## [GIVEN DATA]
*** Block opens ***

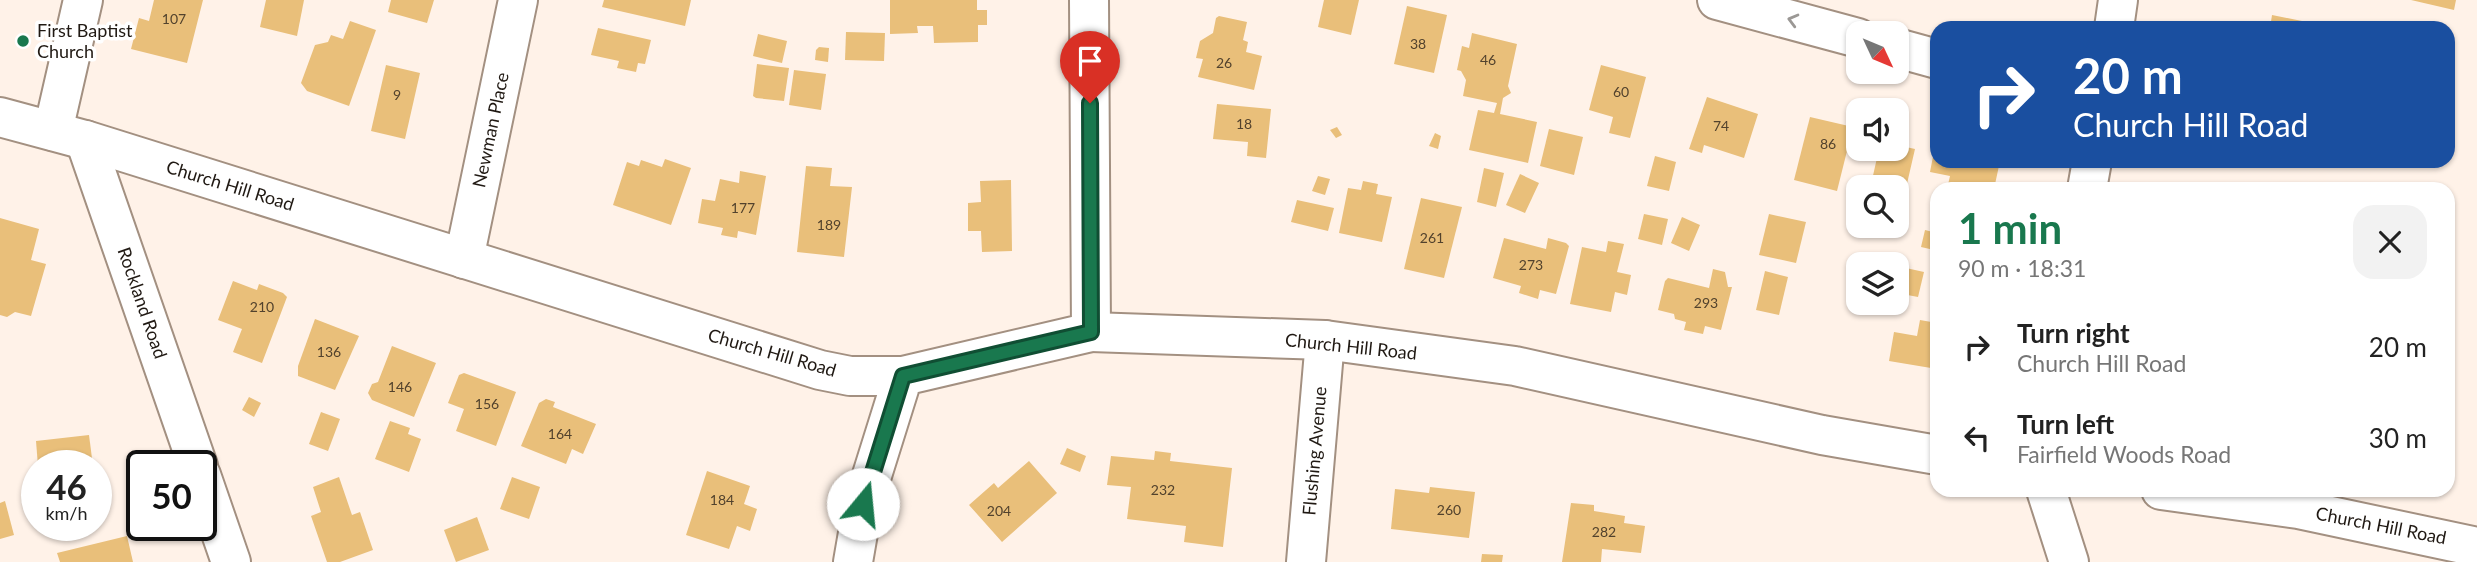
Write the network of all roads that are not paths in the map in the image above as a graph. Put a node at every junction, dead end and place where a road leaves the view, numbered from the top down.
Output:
1 (83, 0) edge
2 (518, 0) edge
3 (1089, 0) edge
4 (1717, 0) edge
5 (2118, 0) edge
6 (2115, 21) edge
7 (1846, 35) edge
8 (1909, 51) edge
9 (1930, 57) edge
10 (0, 117) edge
11 (69, 135) junction
12 (464, 259) junction
13 (1091, 332) junction
14 (1325, 340) junction
15 (903, 376) junction
16 (192, 450) edge
17 (1930, 454) edge
18 (2048, 497) edge
19 (2211, 497) edge
20 (217, 521) edge
21 (2477, 547) edge
22 (231, 562) edge
23 (853, 562) edge
24 (1306, 562) edge
25 (2069, 562) edge

1 - 11 street
2 - 12 street, Newman Place
3 - 13 street
7 -> 4 street
5 - 6 street
8 - 9 street
10 - 11 street, Church Hill Road
11 - 12 street, Church Hill Road
11 - 16 street, Rockland Road
12 - 15 street, Church Hill Road
13 - 14 street, Church Hill Road
13 - 15 street, Church Hill Road
14 - 17 street, Church Hill Road
14 - 24 street, Flushing Avenue
15 - 23 street
18 - 25 street
19 - 21 street, Church Hill Road
20 - 22 street

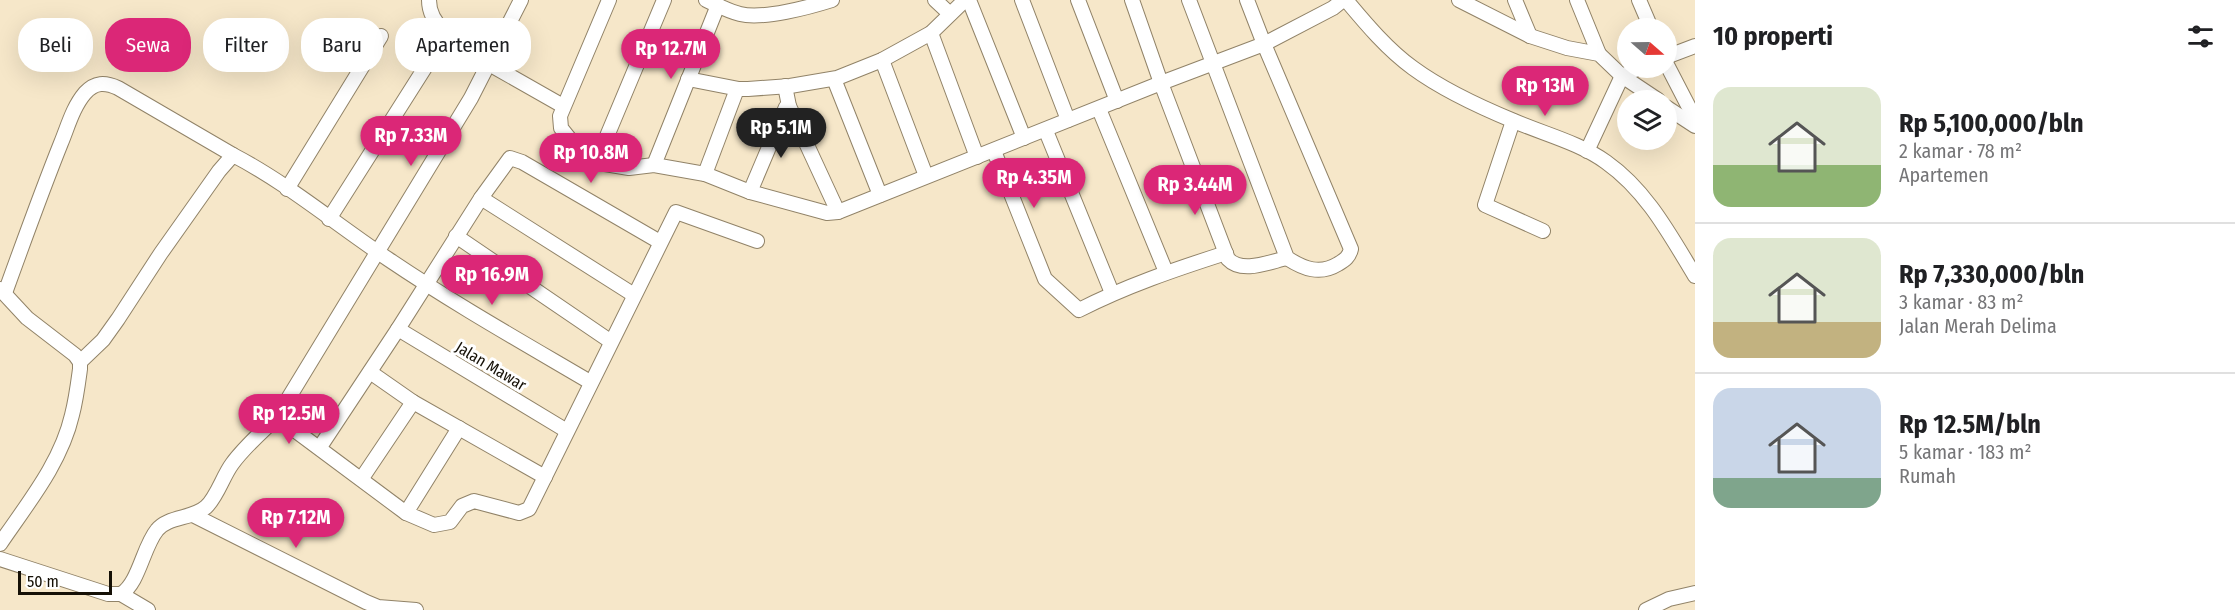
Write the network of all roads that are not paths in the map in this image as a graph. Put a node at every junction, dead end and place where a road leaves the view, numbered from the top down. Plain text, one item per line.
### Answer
1 (429, 0) edge
2 (522, 0) edge
3 (609, 0) edge
4 (664, 0) edge
5 (832, 0) edge
6 (935, 0) edge
7 (967, 0) edge
8 (1022, 0) edge
9 (1078, 0) edge
10 (1132, 0) edge
11 (1189, 0) edge
12 (1247, 0) edge
13 (1344, 0) edge
14 (1460, 0) edge
15 (1515, 0) edge
16 (1577, 0) edge
17 (1639, 0) edge
18 (712, 3) edge
19 (950, 14) junction
20 (434, 18) edge
21 (513, 18) edge
22 (1647, 18) edge
23 (931, 33) junction
24 (1530, 36) junction
25 (1264, 44) junction
26 (1695, 46) edge
27 (1677, 53) edge
28 (1599, 54) junction
29 (882, 60) junction
30 (1214, 63) junction
31 (1617, 71) edge
32 (359, 72) edge
33 (422, 72) edge
34 (485, 72) edge
35 (503, 72) edge
36 (688, 78) junction
37 (1621, 78) edge
38 (1625, 78) edge
39 (1674, 78) edge
40 (834, 79) junction
41 (1161, 83) junction
42 (785, 86) junction
43 (737, 89) junction
44 (1643, 90) edge
45 (1118, 101) junction
46 (563, 106) junction
47 (789, 106) junction
48 (1099, 109) junction
49 (1677, 114) edge
50 (1695, 119) edge
51 (1068, 120) junction
52 (1513, 121) junction
53 (1695, 126) edge
54 (1046, 130) junction
55 (1024, 138) junction
56 (994, 151) junction
57 (1587, 151) junction
58 (233, 155) junction
59 (977, 157) junction
60 (597, 160) junction
61 (654, 165) junction
62 (705, 174) junction
63 (926, 176) junction
64 (287, 189) junction
65 (750, 192) junction
66 (880, 195) junction
67 (481, 198) junction
68 (838, 212) junction
69 (329, 219) junction
70 (1543, 231) dead end
71 (456, 236) junction
72 (660, 242) junction
73 (757, 242) dead end
74 (378, 253) junction
75 (1226, 253) junction
76 (1287, 258) junction
77 (1166, 272) junction
78 (1695, 276) edge
79 (426, 285) junction
80 (2, 291) edge
81 (1112, 293) junction
82 (634, 295) junction
83 (398, 329) junction
84 (610, 341) junction
85 (80, 362) junction
86 (370, 372) junction
87 (590, 382) junction
88 (413, 402) junction
89 (277, 417) junction
90 (459, 428) junction
91 (567, 431) junction
92 (320, 447) junction
93 (545, 477) junction
94 (362, 478) junction
95 (406, 513) junction
96 (193, 514) junction
97 (0, 544) edge
98 (0, 559) edge
99 (1695, 593) edge
100 (122, 594) junction
101 (394, 609) edge
102 (148, 610) edge
103 (416, 610) edge
104 (1646, 610) edge

1 - 20 street
2 - 21 street
3 - 46 street
4 - 60 street
5 - 18 street
6 - 19 street
7 - 19 street
7 - 55 street
8 - 51 street
9 - 45 street
10 - 41 street
11 - 30 street
12 - 25 street
13 - 25 street
13 - 52 street
14 - 24 street
15 - 24 street
16 - 28 street
17 - 22 street
18 - 36 street
19 - 23 street
23 - 29 street
23 - 59 street
24 - 28 street
25 - 30 street
25 - 76 street
26 - 27 street
28 - 31 street
29 - 40 street
29 - 63 street
30 - 41 street
30 - 76 street
32 - 64 street
33 - 69 street
34 - 74 street
35 - 46 street
36 - 43 street
36 - 61 street
37 - 57 street
38 - 44 street
39 - 50 street
40 - 42 street
40 - 66 street
41 - 45 street
41 - 75 street
42 - 43 street
42 - 47 street
43 - 62 street
45 - 48 street
46 - 60 street
47 - 65 street
47 - 68 street
48 - 51 street
48 - 77 street
49 - 53 street
51 - 54 street
52 - 57 street
52 - 70 street
54 - 55 street
54 - 81 street
55 - 56 street
56 - 59 street
56 - 81 street
57 - 78 street
58 - 64 street
58 - 80 street
58 - 85 street
59 - 63 street
60 - 61 street
61 - 62 street
62 - 65 street
63 - 66 street
64 - 69 street
65 - 68 street
66 - 68 street
67 - 71 street
67 - 72 street
67 - 82 street
69 - 74 street
71 - 79 street
71 - 84 street
72 - 73 street
72 - 82 street
74 - 79 street
74 - 89 street
75 - 76 street
75 - 77 street
77 - 81 street
79 - 83 street
79 - 87 street
80 - 85 street
82 - 84 street
83 - 86 street
83 - 91 street, Jalan Mawar
84 - 87 street
85 - 97 street
86 - 88 street
86 - 92 street
87 - 91 street
88 - 90 street
88 - 94 street
89 - 92 street
89 - 96 street
90 - 93 street
90 - 95 street
91 - 93 street
92 - 94 street
93 - 95 street
94 - 95 street
96 - 100 street
96 - 101 street
98 - 100 street
99 - 104 street
100 - 102 street
101 - 103 street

*** Block closes ***

## [WORK REQUEST]
The lines above that hold "Church" are the result; show every one of them.

## [ANSWER TO THIS TASK]
10 - 11 street, Church Hill Road
11 - 12 street, Church Hill Road
12 - 15 street, Church Hill Road
13 - 14 street, Church Hill Road
13 - 15 street, Church Hill Road
14 - 17 street, Church Hill Road
19 - 21 street, Church Hill Road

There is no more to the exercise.